How do we honour the service of our founding fathers? If we can name hospitals, museums and university buildings after entrepreneurs for multimillion- dollar endowments - a widely accepted practice in many developed nations - would it still be crass to put a dollar value on the sacrifice of those who gave their most productive years to governing Singapore in the early years?

Mr Lee always said of his good friend Eddie that he "robbed him of at least $30 million, had he stayed in Lee & Lee". Is $30 million not enough to buy naming rights to a stadium?

It probably is. But we should not go down this road because such a move would despoil the memory of our founding fathers. They served for Singapore and are content simply not to be forgotten.

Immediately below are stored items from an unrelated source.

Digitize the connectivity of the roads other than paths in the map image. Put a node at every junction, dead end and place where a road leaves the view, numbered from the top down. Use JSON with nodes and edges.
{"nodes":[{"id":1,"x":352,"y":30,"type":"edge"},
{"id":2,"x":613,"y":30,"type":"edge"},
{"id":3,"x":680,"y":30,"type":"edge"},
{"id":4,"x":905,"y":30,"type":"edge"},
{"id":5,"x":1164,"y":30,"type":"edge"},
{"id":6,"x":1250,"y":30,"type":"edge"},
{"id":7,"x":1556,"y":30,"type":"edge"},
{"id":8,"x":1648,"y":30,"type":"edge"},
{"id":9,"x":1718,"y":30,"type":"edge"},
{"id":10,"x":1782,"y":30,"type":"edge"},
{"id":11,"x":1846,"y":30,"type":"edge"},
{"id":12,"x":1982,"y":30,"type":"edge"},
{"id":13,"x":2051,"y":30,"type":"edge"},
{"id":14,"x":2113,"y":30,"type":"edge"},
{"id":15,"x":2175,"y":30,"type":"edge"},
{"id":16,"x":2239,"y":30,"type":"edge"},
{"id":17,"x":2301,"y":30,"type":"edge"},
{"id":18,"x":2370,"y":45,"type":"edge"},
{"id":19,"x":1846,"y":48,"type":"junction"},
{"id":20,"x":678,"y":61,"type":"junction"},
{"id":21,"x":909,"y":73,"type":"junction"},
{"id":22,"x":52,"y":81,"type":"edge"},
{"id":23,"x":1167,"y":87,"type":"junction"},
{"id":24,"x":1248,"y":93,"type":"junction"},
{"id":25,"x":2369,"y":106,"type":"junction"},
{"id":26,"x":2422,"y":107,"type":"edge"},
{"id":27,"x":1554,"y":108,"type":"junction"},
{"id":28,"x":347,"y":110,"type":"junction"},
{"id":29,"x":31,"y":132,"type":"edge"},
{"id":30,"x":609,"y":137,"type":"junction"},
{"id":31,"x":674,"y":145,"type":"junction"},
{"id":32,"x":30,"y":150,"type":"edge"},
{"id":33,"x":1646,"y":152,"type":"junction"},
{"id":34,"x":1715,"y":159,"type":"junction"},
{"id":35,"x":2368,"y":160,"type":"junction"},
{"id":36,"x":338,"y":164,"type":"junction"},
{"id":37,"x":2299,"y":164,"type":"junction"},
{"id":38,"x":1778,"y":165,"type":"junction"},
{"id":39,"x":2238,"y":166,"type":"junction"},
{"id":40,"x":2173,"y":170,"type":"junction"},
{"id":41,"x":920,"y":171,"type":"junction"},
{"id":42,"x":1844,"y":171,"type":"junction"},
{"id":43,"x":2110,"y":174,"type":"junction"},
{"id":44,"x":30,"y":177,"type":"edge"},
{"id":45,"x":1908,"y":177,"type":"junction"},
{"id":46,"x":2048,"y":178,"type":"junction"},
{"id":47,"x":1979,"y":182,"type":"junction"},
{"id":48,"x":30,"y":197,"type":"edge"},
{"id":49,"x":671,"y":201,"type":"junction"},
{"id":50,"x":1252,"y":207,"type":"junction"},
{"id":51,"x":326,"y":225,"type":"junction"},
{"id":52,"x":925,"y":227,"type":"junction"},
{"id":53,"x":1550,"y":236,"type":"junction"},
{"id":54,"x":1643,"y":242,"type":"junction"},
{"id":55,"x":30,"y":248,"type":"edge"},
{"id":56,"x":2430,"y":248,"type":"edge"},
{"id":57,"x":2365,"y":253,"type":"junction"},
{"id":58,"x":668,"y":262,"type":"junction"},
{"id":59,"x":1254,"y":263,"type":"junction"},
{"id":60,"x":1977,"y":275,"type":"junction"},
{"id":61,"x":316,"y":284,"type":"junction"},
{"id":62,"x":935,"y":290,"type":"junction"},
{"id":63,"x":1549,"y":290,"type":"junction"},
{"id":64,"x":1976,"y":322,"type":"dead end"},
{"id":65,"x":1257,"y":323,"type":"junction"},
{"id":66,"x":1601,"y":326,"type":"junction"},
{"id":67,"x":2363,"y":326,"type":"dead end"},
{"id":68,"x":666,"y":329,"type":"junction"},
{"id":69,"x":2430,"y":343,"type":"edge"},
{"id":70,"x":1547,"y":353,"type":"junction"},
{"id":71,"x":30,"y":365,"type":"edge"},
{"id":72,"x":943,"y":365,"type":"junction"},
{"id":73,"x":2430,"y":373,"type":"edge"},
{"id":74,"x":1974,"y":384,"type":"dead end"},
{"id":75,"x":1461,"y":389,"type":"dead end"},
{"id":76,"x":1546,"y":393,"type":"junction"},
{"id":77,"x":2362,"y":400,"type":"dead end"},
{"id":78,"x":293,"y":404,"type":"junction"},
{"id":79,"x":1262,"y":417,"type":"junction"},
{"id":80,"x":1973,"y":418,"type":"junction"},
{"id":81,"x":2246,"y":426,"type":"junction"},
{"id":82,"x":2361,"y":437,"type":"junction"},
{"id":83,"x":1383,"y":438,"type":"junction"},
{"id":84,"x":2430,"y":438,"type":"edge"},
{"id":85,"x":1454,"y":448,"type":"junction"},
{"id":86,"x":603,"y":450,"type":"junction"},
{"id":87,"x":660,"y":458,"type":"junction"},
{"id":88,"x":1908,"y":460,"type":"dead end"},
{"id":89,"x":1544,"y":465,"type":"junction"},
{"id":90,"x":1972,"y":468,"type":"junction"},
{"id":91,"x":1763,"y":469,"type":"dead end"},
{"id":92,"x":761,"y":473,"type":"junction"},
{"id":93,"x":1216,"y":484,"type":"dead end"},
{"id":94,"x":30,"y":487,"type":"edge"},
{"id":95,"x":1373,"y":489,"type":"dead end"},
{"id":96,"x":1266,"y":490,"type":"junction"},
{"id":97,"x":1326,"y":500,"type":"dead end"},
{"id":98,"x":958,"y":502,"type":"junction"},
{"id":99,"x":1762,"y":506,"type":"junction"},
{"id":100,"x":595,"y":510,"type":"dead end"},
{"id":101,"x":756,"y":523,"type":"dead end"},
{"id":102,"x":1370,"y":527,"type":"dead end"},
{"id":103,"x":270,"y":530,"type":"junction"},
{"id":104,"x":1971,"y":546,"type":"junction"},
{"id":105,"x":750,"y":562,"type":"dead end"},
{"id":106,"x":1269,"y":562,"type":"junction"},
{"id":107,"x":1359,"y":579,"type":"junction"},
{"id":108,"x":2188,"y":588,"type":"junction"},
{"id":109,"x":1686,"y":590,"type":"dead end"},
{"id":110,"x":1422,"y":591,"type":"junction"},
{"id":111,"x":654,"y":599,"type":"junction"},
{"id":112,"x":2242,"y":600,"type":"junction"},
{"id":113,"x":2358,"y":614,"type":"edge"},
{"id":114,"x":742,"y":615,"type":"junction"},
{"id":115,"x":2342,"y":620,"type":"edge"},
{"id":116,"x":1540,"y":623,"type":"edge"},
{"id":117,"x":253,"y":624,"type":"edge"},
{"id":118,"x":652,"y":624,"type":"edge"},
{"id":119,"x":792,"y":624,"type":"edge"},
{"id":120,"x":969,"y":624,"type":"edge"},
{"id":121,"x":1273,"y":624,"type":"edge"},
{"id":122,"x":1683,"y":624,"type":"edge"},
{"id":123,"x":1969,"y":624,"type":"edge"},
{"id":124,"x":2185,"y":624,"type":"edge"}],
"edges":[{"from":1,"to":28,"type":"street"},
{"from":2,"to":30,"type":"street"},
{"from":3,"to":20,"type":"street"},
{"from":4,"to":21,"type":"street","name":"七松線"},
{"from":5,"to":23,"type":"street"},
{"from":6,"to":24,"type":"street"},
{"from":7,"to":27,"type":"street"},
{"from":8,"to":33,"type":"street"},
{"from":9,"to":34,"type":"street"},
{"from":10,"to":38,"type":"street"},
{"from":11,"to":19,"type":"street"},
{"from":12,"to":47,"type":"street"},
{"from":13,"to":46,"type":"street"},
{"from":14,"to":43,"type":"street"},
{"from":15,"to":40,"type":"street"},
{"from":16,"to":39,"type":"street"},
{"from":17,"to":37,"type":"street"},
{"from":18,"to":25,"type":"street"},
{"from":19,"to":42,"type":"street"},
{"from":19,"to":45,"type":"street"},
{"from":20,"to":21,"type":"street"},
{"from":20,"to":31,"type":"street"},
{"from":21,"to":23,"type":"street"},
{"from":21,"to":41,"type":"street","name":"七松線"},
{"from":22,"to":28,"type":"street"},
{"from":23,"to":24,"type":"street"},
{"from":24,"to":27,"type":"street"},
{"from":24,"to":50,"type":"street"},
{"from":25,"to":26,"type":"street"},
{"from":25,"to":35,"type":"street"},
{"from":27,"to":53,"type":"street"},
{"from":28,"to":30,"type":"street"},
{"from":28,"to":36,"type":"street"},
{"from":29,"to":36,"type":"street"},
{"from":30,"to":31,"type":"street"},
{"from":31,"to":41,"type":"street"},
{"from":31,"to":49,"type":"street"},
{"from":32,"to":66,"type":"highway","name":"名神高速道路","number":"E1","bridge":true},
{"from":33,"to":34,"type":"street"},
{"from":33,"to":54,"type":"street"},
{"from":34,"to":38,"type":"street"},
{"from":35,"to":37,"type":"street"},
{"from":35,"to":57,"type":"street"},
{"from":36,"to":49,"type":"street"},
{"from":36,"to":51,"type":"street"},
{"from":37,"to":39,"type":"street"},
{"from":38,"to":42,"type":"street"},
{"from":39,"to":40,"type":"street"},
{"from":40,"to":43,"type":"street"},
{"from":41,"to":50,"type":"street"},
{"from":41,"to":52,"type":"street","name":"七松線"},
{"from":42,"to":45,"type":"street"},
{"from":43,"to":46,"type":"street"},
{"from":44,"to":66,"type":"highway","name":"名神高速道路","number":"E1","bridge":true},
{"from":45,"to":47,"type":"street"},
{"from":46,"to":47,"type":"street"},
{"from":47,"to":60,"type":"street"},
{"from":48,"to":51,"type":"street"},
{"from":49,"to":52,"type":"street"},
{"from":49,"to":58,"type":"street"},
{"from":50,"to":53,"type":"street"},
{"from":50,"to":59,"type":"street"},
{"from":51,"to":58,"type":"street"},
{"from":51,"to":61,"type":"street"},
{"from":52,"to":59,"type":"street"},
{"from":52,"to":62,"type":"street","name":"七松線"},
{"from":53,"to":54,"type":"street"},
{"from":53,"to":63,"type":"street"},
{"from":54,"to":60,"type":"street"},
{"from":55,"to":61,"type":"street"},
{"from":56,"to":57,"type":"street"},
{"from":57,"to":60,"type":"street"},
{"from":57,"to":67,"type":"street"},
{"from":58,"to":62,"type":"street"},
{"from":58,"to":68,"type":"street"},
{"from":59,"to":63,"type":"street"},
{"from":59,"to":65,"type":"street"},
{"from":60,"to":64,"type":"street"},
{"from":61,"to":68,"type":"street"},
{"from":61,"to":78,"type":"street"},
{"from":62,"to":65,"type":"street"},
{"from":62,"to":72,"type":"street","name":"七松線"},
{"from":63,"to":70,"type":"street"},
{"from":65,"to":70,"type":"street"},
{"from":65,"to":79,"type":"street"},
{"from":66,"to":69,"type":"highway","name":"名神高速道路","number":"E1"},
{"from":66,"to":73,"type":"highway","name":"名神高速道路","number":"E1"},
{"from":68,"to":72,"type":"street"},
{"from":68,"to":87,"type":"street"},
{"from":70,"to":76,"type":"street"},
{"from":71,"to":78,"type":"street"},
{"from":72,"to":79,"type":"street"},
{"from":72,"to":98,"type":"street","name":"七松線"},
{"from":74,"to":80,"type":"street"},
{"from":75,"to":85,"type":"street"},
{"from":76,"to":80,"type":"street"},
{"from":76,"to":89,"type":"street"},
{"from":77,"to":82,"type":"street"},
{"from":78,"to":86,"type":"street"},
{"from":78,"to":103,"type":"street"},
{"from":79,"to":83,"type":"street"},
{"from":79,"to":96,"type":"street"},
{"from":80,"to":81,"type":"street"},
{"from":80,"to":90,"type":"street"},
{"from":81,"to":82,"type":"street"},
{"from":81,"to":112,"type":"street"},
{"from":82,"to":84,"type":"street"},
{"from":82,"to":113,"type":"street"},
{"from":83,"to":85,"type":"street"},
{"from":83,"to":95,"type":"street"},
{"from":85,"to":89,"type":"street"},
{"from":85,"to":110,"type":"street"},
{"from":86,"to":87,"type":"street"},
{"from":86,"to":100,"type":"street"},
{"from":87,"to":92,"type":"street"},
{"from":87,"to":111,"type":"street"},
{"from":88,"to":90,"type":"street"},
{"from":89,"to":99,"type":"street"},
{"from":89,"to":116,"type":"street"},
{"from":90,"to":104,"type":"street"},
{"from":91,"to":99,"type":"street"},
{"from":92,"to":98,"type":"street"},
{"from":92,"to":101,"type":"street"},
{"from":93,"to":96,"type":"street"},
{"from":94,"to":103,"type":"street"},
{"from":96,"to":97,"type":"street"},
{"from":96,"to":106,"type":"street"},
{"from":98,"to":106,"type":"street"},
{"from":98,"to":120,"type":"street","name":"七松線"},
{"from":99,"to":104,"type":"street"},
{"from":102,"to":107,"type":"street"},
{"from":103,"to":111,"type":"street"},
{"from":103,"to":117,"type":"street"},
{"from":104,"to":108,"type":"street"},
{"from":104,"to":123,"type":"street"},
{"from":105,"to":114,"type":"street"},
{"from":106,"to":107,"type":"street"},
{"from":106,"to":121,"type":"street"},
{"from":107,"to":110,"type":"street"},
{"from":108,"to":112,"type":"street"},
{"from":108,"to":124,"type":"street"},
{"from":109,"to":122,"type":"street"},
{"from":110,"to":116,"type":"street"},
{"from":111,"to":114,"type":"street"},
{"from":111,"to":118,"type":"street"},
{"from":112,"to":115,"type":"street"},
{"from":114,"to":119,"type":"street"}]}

At two Home Team events to honour the pioneer generation in the lead-up to National Day, I was reminded once again of what loyalty and service truly meant to those who dedicated themselves to keeping Singapore safe and sovereign. The pioneer officers were delighted simply to be remembered, to have someone shake their hands and say thank you for your service. Surviving family members were thrilled to be presented with medallions honouring the service of their loved ones. One son took a photo to send an image to his mother. A widow told her daughter she would inherit the medal on her passing. To be remembered was an unexpected joy.

For our founding fathers, whether we name the National Stadium after Mr Barker or not, we should remember his words: "Every time I look at these Agreements, I'm happy, I have a sense of pride, having contributed to a major change - the separation of Singapore from Malaysia."

The writer is writing a biography of the late Mr E. W. Barker. A former Singapore diplomat and journalist, she is an Adjunct Senior Fellow at the S. Rajaratnam School of International Studies.